• [Data excerpts]:
┌────────

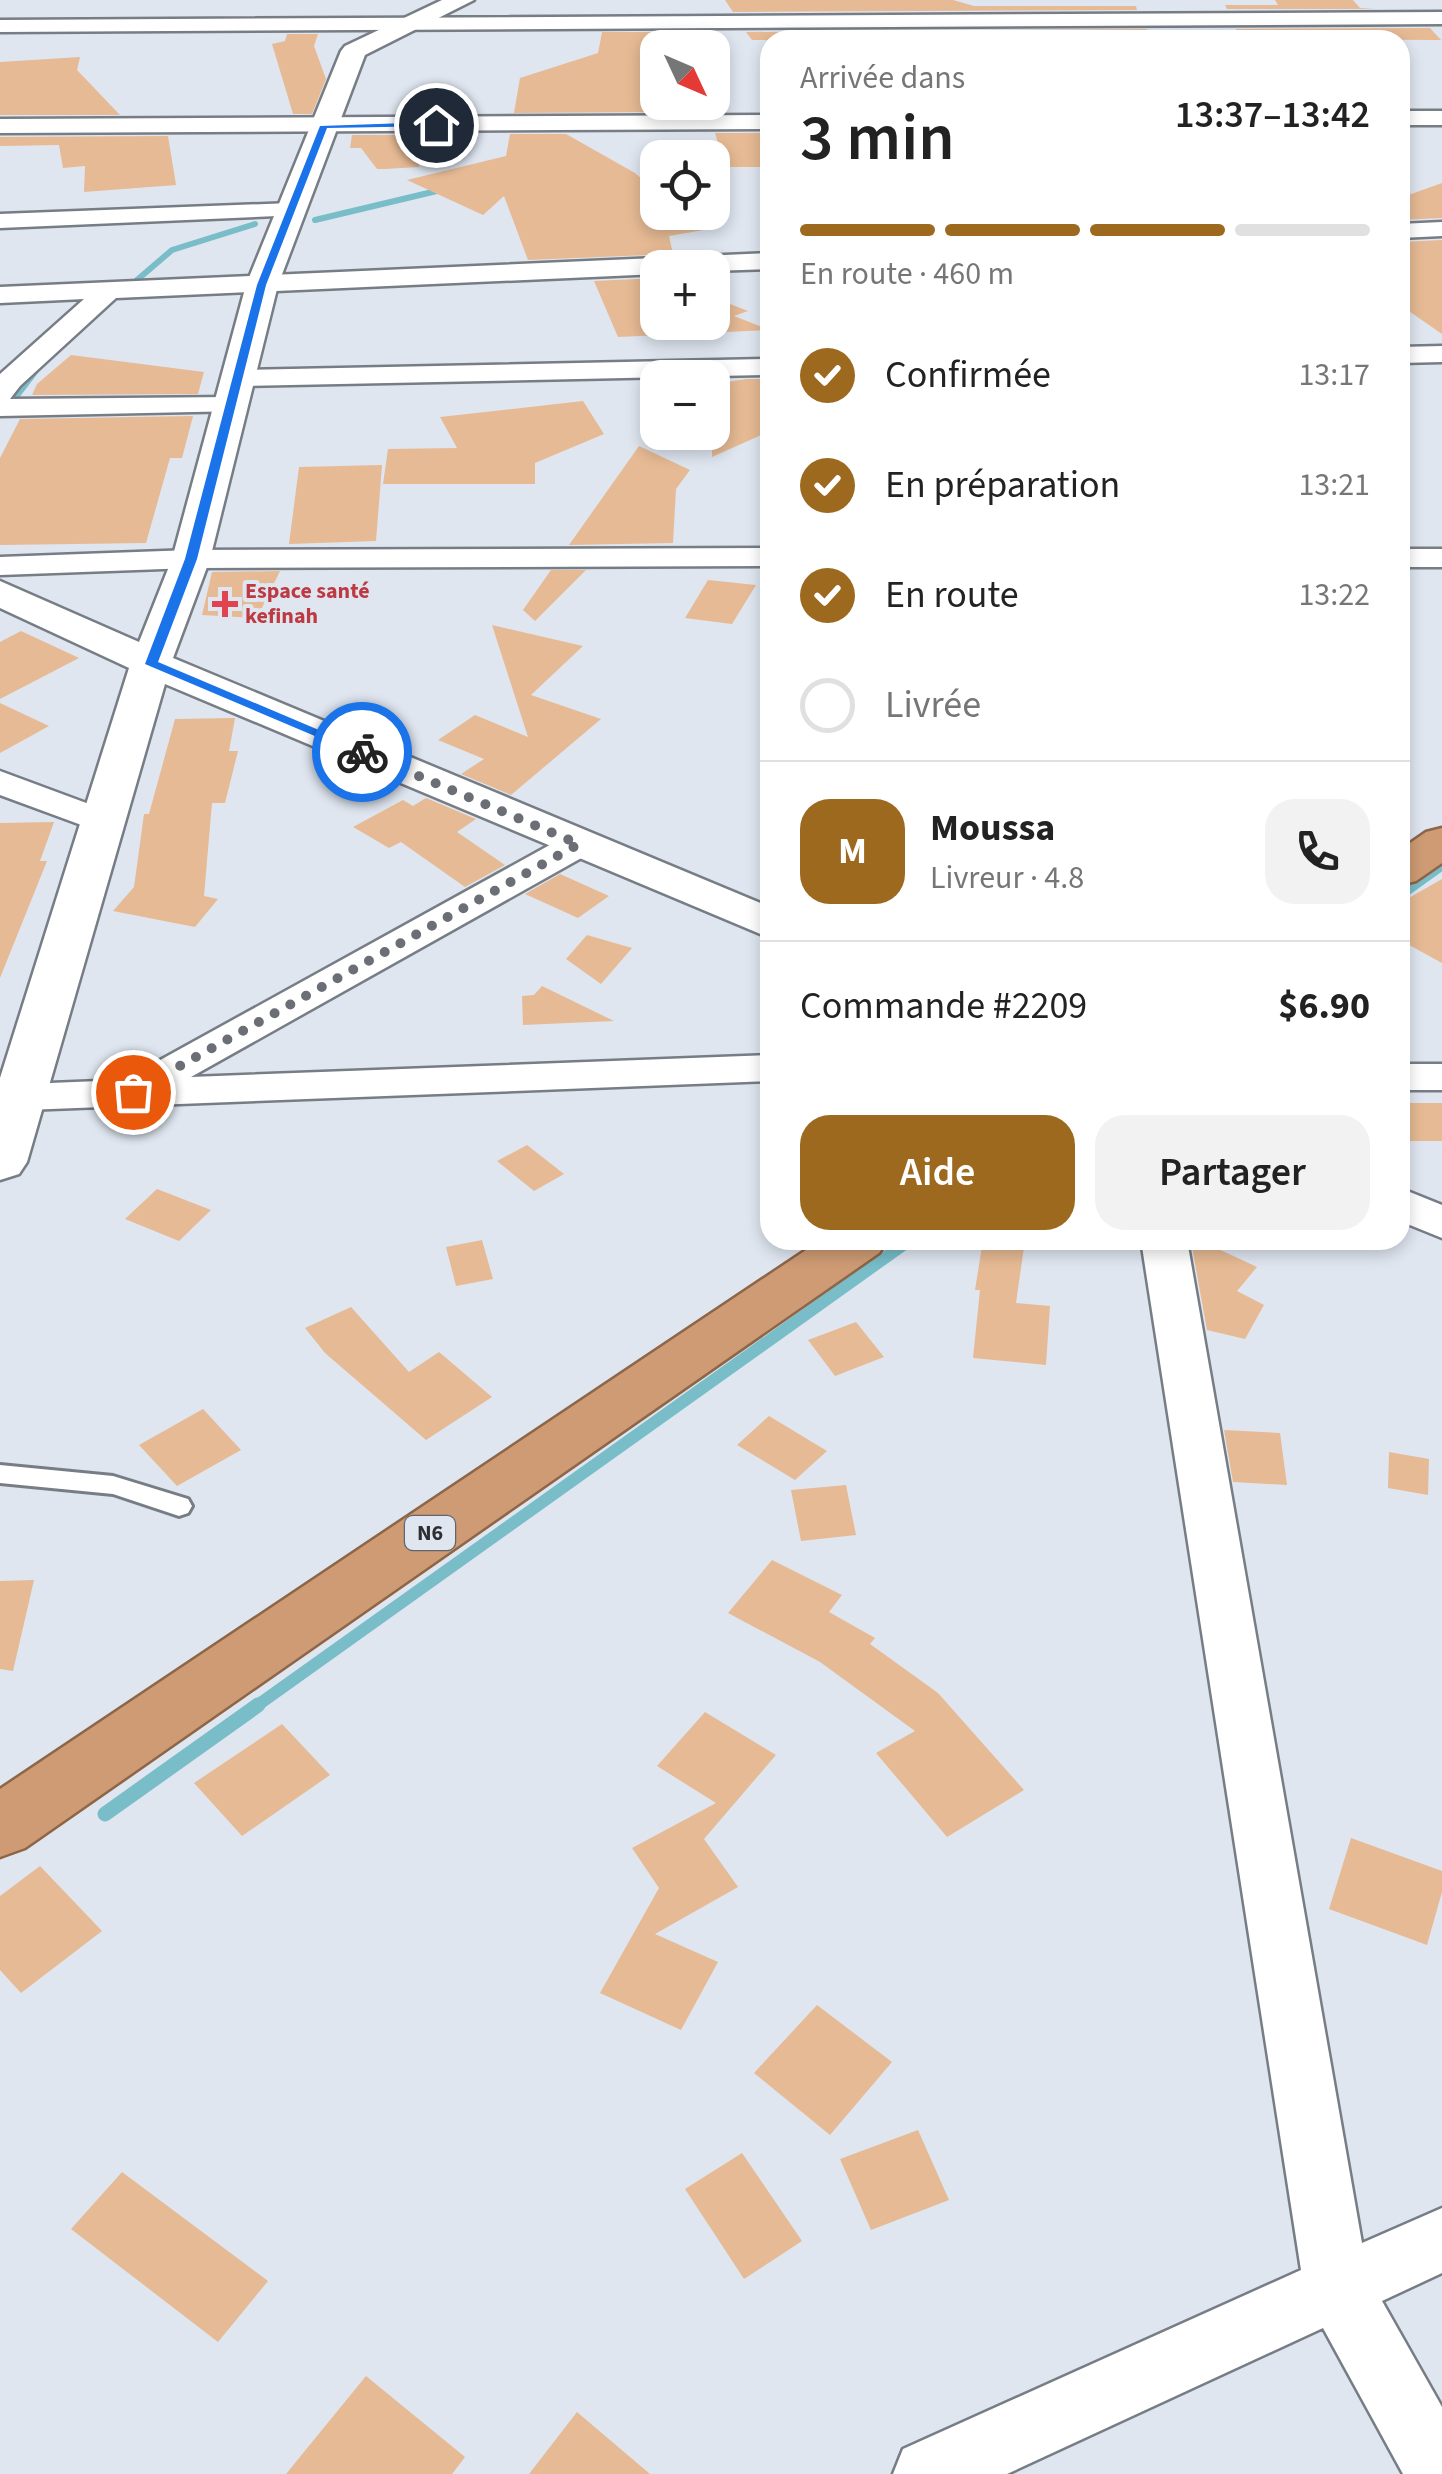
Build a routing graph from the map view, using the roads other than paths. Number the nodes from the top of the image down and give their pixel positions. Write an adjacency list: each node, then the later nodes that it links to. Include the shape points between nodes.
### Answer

└────────
┌────────

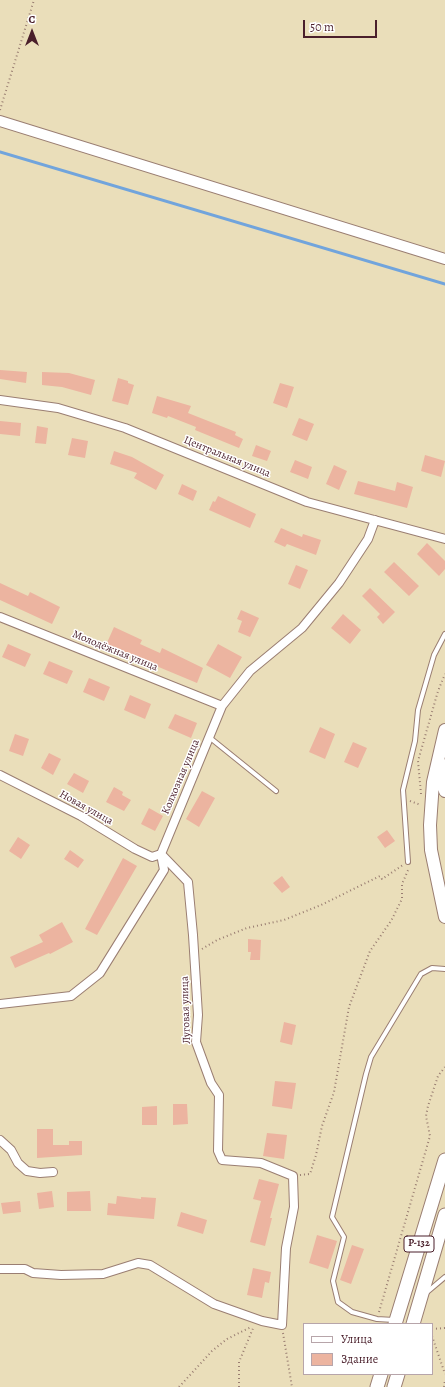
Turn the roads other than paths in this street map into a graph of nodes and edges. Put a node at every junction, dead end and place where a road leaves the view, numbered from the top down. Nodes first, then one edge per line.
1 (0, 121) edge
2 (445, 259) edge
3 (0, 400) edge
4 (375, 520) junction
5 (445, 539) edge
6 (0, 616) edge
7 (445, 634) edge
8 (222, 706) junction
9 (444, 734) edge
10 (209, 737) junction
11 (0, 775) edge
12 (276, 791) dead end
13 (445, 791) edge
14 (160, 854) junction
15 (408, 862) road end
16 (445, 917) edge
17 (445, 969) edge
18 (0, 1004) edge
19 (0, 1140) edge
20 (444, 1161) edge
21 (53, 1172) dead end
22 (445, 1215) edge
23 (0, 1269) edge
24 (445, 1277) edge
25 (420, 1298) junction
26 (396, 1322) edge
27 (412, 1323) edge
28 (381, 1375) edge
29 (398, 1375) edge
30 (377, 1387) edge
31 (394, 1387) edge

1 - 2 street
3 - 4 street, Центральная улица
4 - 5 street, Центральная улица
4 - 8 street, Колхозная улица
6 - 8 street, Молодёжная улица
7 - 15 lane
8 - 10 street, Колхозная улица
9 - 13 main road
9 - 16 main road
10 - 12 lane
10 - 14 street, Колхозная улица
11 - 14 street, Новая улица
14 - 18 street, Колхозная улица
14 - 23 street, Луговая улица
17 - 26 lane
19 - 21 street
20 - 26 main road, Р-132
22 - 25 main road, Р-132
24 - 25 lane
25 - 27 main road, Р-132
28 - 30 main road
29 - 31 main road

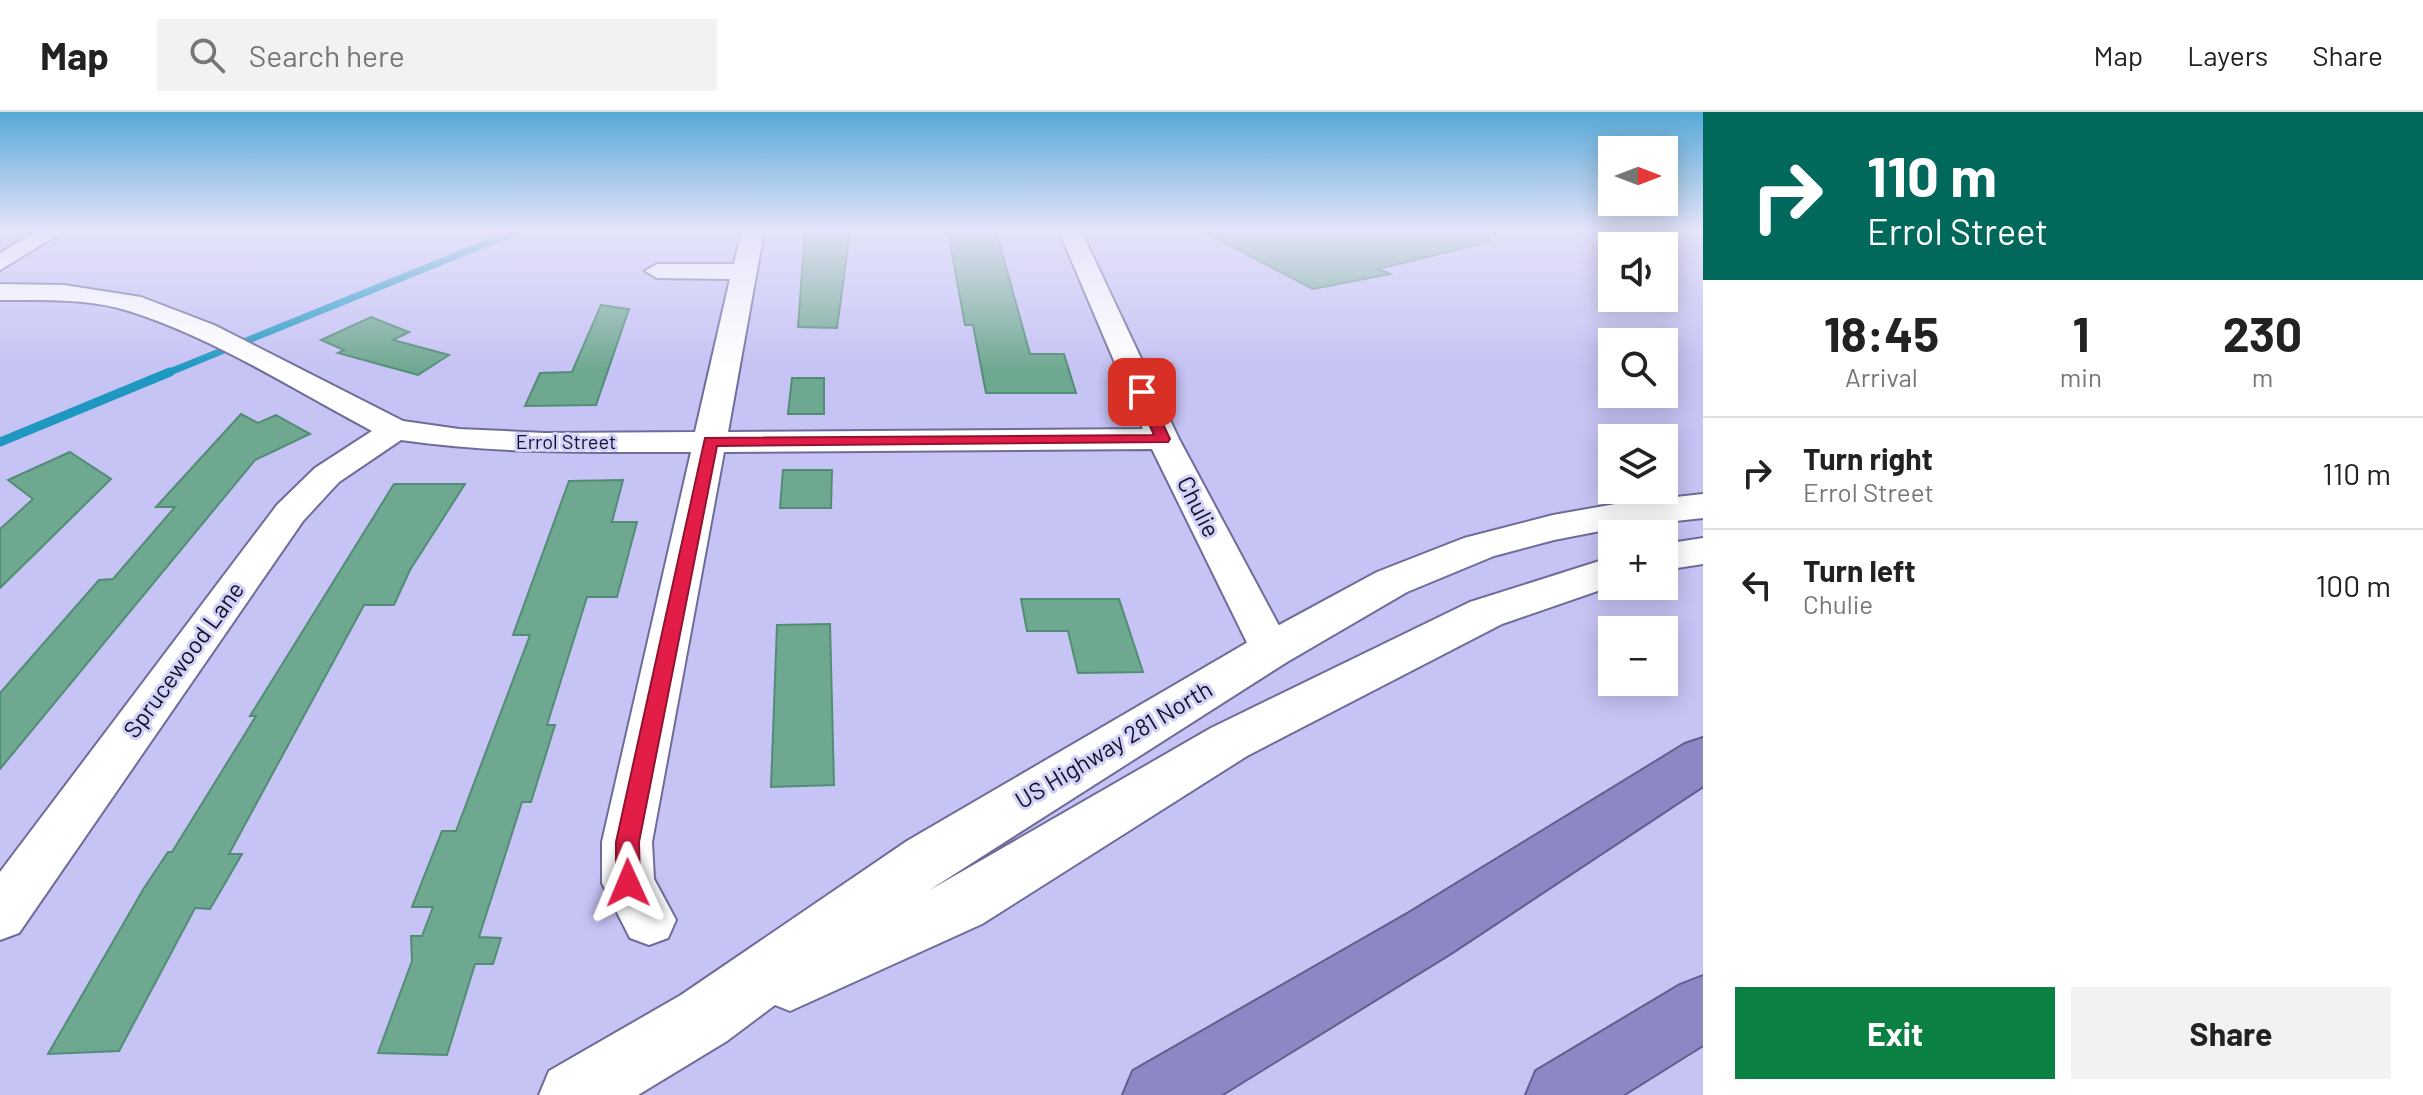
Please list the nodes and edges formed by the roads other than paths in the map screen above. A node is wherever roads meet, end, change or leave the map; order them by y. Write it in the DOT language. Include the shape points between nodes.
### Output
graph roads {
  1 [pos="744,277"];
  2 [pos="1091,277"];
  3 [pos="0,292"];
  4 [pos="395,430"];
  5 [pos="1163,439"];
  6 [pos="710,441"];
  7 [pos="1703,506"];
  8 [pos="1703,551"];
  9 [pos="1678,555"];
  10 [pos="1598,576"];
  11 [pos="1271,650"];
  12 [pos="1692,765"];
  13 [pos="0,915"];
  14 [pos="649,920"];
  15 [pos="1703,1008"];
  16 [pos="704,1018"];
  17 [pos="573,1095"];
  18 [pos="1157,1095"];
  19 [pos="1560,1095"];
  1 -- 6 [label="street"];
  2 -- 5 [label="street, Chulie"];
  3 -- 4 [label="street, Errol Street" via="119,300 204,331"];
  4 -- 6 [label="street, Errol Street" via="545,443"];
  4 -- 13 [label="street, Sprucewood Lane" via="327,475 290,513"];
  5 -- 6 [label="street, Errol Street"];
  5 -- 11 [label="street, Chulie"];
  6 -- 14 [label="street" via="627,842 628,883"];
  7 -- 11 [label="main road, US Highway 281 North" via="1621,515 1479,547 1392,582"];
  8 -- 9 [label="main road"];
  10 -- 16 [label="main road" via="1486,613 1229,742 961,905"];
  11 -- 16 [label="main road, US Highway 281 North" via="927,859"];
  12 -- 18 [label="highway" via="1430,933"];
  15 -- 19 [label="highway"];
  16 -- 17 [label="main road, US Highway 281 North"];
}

└────────

• [Your goal]: Each line of the listing above that includes the word "points" should be copied.

• [Answer area]:
Build a routing graph from the map view, using the roads other than paths. Number the nodes from the top of the image down and give their pixel positions. Write an adjacency list: each node, then the later nodes that it links to. Include the shape points between nodes.
Please list the nodes and edges formed by the roads other than paths in the map screen above. A node is wherever roads meet, end, change or leave the map; order them by y. Write it in the DOT language. Include the shape points between nodes.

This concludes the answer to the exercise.